Beaurain was behind her. He took Louise's arm and squeezed it.
"I'm going to use that payphone over there for a minute," he said. "While I'm doing it, why don't you two exchange experiences — and maybe it would be safer to walk back further inside the building complex and join Sag and the rest of them."
They sat on a seat by themselves while Cottel explained it to Louise. A short distance away Palme kept watch. It had all started when Washington had asked Ed Cottel to come out of retirement and do one last job for them — track down the Telescope organisation. He had agreed and then at the last minute, when it was too late to substitute anyone else, had informed his superiors he was combining the Telescope mission with a personal investigation into the Stockholm Syndicate.
"When Harvey Sholto said "What's that?" in front of certain top aides who are next to our President — and they all tried to look as though they didn't know what the hell I was talking about — I knew something was wrong. From that time on I was a marked target on a limited schedule,"

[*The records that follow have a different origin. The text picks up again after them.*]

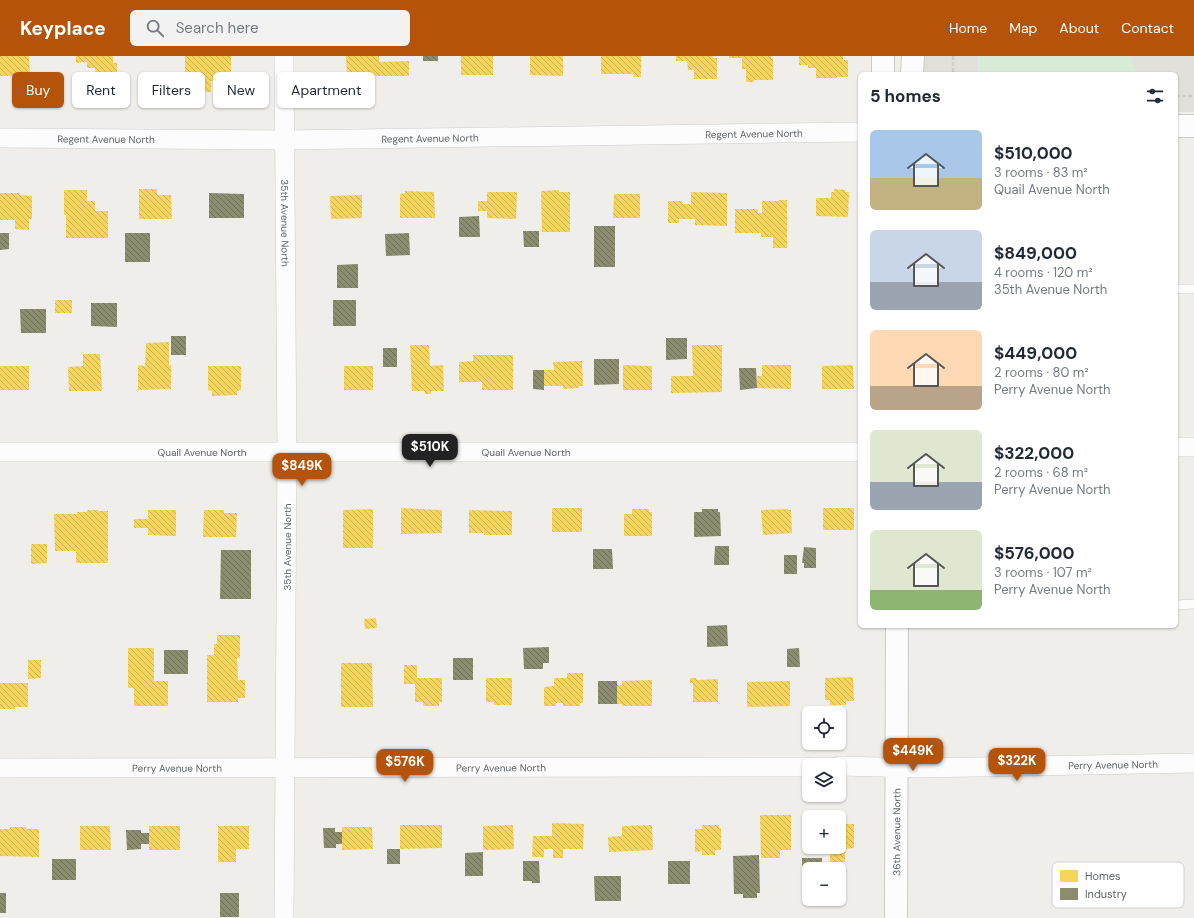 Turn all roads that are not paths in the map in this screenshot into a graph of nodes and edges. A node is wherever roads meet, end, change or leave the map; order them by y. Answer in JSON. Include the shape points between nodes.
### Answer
{"nodes":[{"id":1,"x":284,"y":56,"type":"edge"},
{"id":2,"x":883,"y":56,"type":"edge"},
{"id":3,"x":912,"y":56,"type":"edge"},
{"id":4,"x":883,"y":72,"type":"edge"},
{"id":5,"x":912,"y":72,"type":"edge"},
{"id":6,"x":1178,"y":126,"type":"edge"},
{"id":7,"x":1194,"y":126,"type":"edge"},
{"id":8,"x":858,"y":132,"type":"edge"},
{"id":9,"x":0,"y":138,"type":"edge"},
{"id":10,"x":284,"y":140,"type":"junction"},
{"id":11,"x":1194,"y":288,"type":"edge"},
{"id":12,"x":1178,"y":289,"type":"edge"},
{"id":13,"x":1178,"y":447,"type":"edge"},
{"id":14,"x":1194,"y":447,"type":"edge"},
{"id":15,"x":0,"y":452,"type":"edge"},
{"id":16,"x":287,"y":452,"type":"junction"},
{"id":17,"x":858,"y":452,"type":"edge"},
{"id":18,"x":1194,"y":604,"type":"edge"},
{"id":19,"x":1178,"y":605,"type":"edge"},
{"id":20,"x":897,"y":628,"type":"edge"},
{"id":21,"x":1194,"y":763,"type":"edge"},
{"id":22,"x":802,"y":766,"type":"edge"},
{"id":23,"x":846,"y":766,"type":"edge"},
{"id":24,"x":896,"y":767,"type":"junction"},
{"id":25,"x":0,"y":768,"type":"edge"},
{"id":26,"x":286,"y":768,"type":"junction"},
{"id":27,"x":284,"y":918,"type":"edge"},
{"id":28,"x":896,"y":918,"type":"edge"}],
"edges":[{"from":1,"to":10,"type":"street","name":"35th Avenue North"},
{"from":2,"to":4,"type":"street"},
{"from":3,"to":5,"type":"street"},
{"from":6,"to":7,"type":"street"},
{"from":8,"to":10,"type":"street","name":"Regent Avenue North"},
{"from":9,"to":10,"type":"street","name":"Regent Avenue North"},
{"from":10,"to":16,"type":"street","name":"35th Avenue North"},
{"from":11,"to":12,"type":"lane"},
{"from":13,"to":14,"type":"street"},
{"from":15,"to":16,"type":"street","name":"Quail Avenue North"},
{"from":16,"to":17,"type":"street","name":"Quail Avenue North"},
{"from":16,"to":26,"type":"street","name":"35th Avenue North"},
{"from":18,"to":19,"type":"lane"},
{"from":20,"to":24,"type":"street","name":"36th Avenue North"},
{"from":21,"to":24,"type":"street","name":"Perry Avenue North"},
{"from":22,"to":26,"type":"street","name":"Perry Avenue North"},
{"from":23,"to":24,"type":"street","name":"Perry Avenue North"},
{"from":24,"to":28,"type":"street","name":"36th Avenue North"},
{"from":25,"to":26,"type":"street","name":"Perry Avenue North"},
{"from":26,"to":27,"type":"street","name":"35th Avenue North"}]}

"What does that mean?" Louise asked.
"That I would be allowed to proceed to Europe in the hope that I'd expose Telescope." He gave a lopsided grin.
"Whatever that might be. Once I'd done that, I'd be liquidated — probably by Harvey Sholto himself. Luckily the Sapo chief's men in Sweden spotted the early arrival of Sholto so I took extra precautions to keep underground. Once they realised I was devoting all my energies — using all the network of informants and helpers I built up over twenty years — to crack the Stockholm Syndicate, my limited schedule, as they so nicely phrase it, ran out. They sent out a Nadir signal on me. To be terminated with extreme prejudice."
"Why is Washington so worried?"
"Because most of the President's electoral campaign funds come from precisely those American industrial corporations who are members of the Syndicate." Cottel's voice became briefly vehement. "You know how our President avoids issues likely to embarrass him — he looks the other way, pretends they don't exist."
"I still don't understand it fully, Ed. This Harvey Sholto — how much power has he? What is his official position?"
"No official position at all any longer. More power than anyone else in Washington below the rank of president because of what he knows. Christ, Louise, I've as good as told you — that's the guy who photocopied all Edgar J. Hoover's files! Those files had all the dirt on every influential figure in the country. He's built up dossiers so dangerous, no-one in Washington dare touch him. But what was the use of just scaring people? And then he thought up the idea of the Stockholm Syndicate. He contacted Viktor Rashkin in Stockholm — I suspect they must have met secretly in the Far East earlier."
He broke off as Beaurain reappeared, his former fatigue no longer apparent, and he checked his watch as he came up to the seat. "We'll be out of here in five minutes, maybe less."